In his comments on my blog Paul T. goes on to challenge my conviction that in the church we seek to enable all people to find their way to a heart that is open to the divine Presence.

Paul T. argues,

If it’s for ‘all people’, like you say – why do you then box it in a Christian form and with your Christian language? How does this speak to “all people” like a Buddhist or a Muslim – or a Jew who doesn’t buy into your “Presence fully embodied in the history and person of Jesus”?

The fact that I speak English does not mean I in any way diminish or demean people who speak French, German, Chinese, or Arabic. In order for our spiritual lives to be shared, they must be dressed in some kind of language.

I am a Christian. My spiritual life has been deeply shaped by the sacred texts and traditions of Christian faith. I have also learned profoundly from Judaism, Buddhism, Islam, and non-institutional contemporary spirituality. But it would be dishonest of me not to acknowledge that my first language is Christian. The fact that I see truth embodied in Jesus does not mean that I see truth nowhere else or that I dismiss people who find truth in other places.

I understand that truth is much bigger than any one expression of truth. I know Buddhists, Muslims, and Jews with whom I share a deep mutual respect. I do not need them to change their beliefs in order for us to share a profound sense of spiritual connection. I do not believe they need me to abandon my faith language in order to feel that I validate their spirituality.

I connect myself with a tradition that transcends my immediate context because I am deeply conscious of the hazards of my own limited perspective. I am challenged by insights that have survived the test of thousands of years to examine more deeply my own beliefs and convictions. Tradition is not a straight jacket; it is a mirror and a challenge. If I am left to create my own spiritual beliefs by myself in isolation, I will inevitably create something that is merely made in my own image and it will have the depth and lasting power of my limited capacity and context.

Finally Paul T. accuses me of being coercive and exercising my ministry to self-serving ends:

This sounds coercive and controlling toward the Universal Presence to me for the promotion of your own religion and paycheque. I’ll take the beach, thanks!

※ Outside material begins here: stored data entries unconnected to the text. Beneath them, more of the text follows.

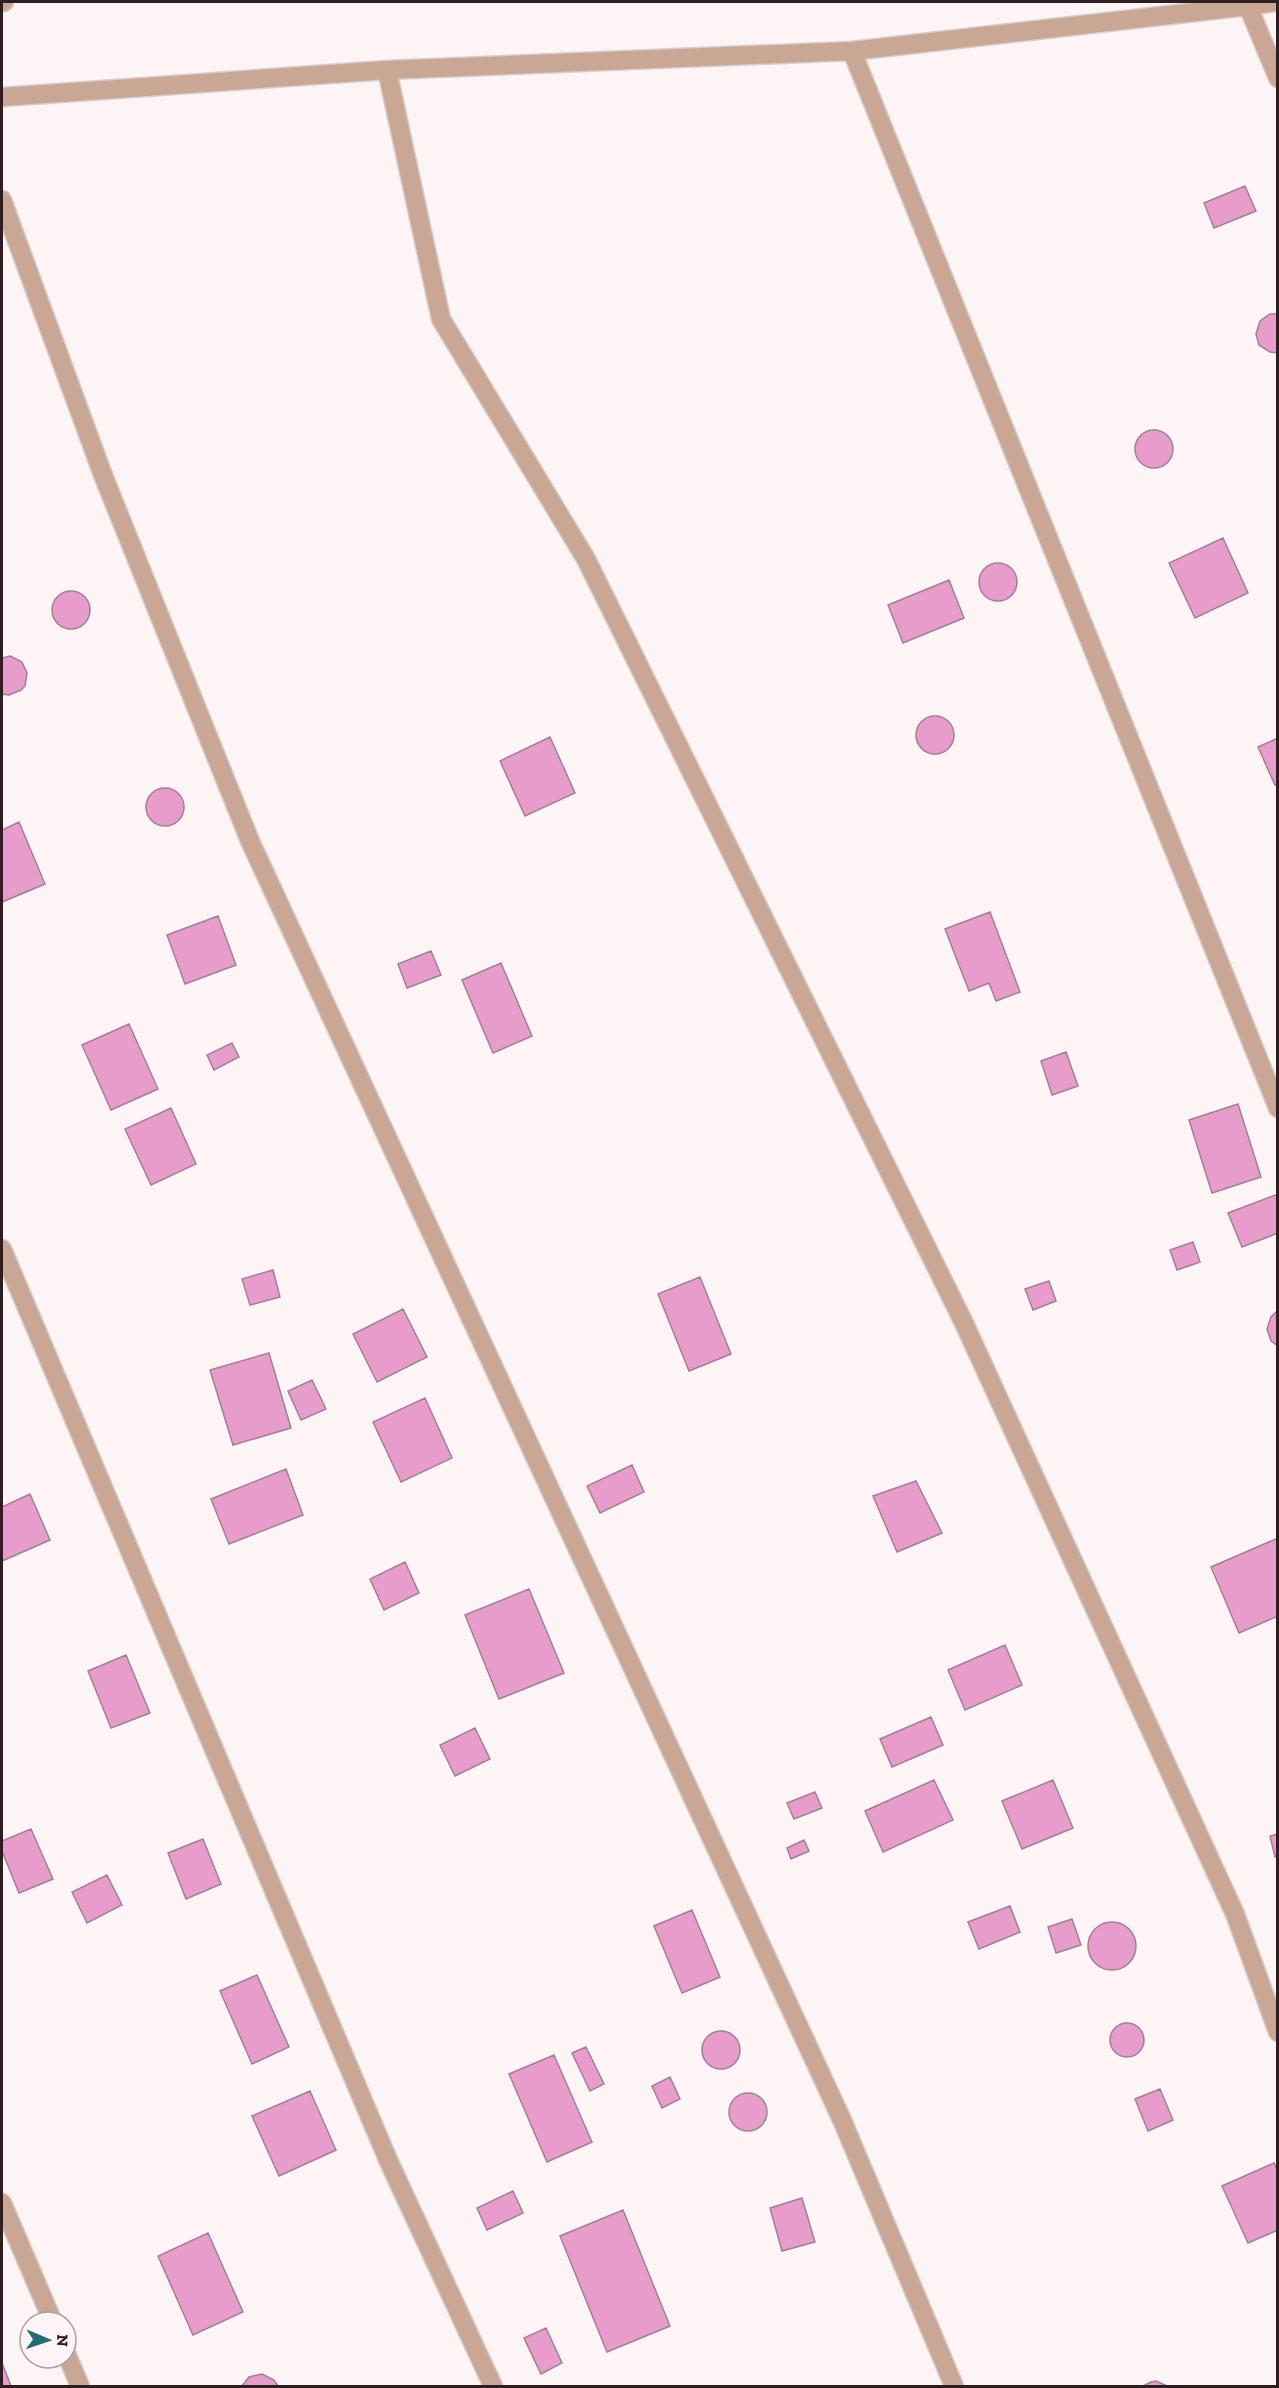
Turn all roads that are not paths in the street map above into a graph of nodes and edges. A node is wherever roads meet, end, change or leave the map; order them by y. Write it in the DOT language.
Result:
graph roads {
  1 [pos="1230,2"];
  2 [pos="1274,2"];
  3 [pos="1248,6"];
  4 [pos="852,51"];
  5 [pos="387,70"];
  6 [pos="1278,78"];
  7 [pos="2,97"];
  8 [pos="2,200"];
  9 [pos="1278,1108"];
  10 [pos="2,1249"];
  11 [pos="1278,2032"];
  12 [pos="2,2203"];
  13 [pos="48,2310"];
  14 [pos="74,2370"];
  15 [pos="81,2386"];
  16 [pos="494,2386"];
  17 [pos="954,2386"];
  1 -- 3 [label="street"];
  2 -- 3 [label="street"];
  3 -- 4 [label="street"];
  3 -- 6 [label="street"];
  4 -- 5 [label="street"];
  4 -- 9 [label="street"];
  5 -- 7 [label="street"];
  5 -- 11 [label="street"];
  8 -- 17 [label="street"];
  10 -- 16 [label="street"];
  12 -- 13 [label="street"];
  14 -- 15 [label="street"];
}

I have no interest in promoting my “own religion.” I speak, teach, and preach consistently against any form of guilt, coercion, manipulation, and pressure. I believe human beings are created to live in response to the wind of the Holy Spirit. I am not the Holy Spirit. Hence, I am only interested in helping people open to the deep mysteries at the heart of all life.

If going to the beach and meditating facilitates people growing and deepening their experience of the wonder of life, the connectedness of all creation, and the challenge to embody compassion in relationship to all life-forms, I rejoice.

In my experience, standing beside other flesh and blood beings and singing beautiful music helps open my heart in a powerful way. Hearing other voices say prayers for the well-being of all creation helps call me back to the awareness that I am connected in a profound way to a vast universal community. Hearing ancient words of Scripture read and struggled with, helps me have a sense of connection to a rich current of wisdom and truth that transcends the present moment. Sharing in bread and wine at a table that is open to all renews week by week my awareness that we human beings belong together not because we are all the same but simply because we all partake of the same spiritual nature and all equally need to seek food for our souls. I am filled with hope every Sunday as I share in worship surrounded by who are learning that there is more to life than getting and spending.

I hope Paul T. finds all this at the beach. It is certainly my experience as I gather each Sunday in church.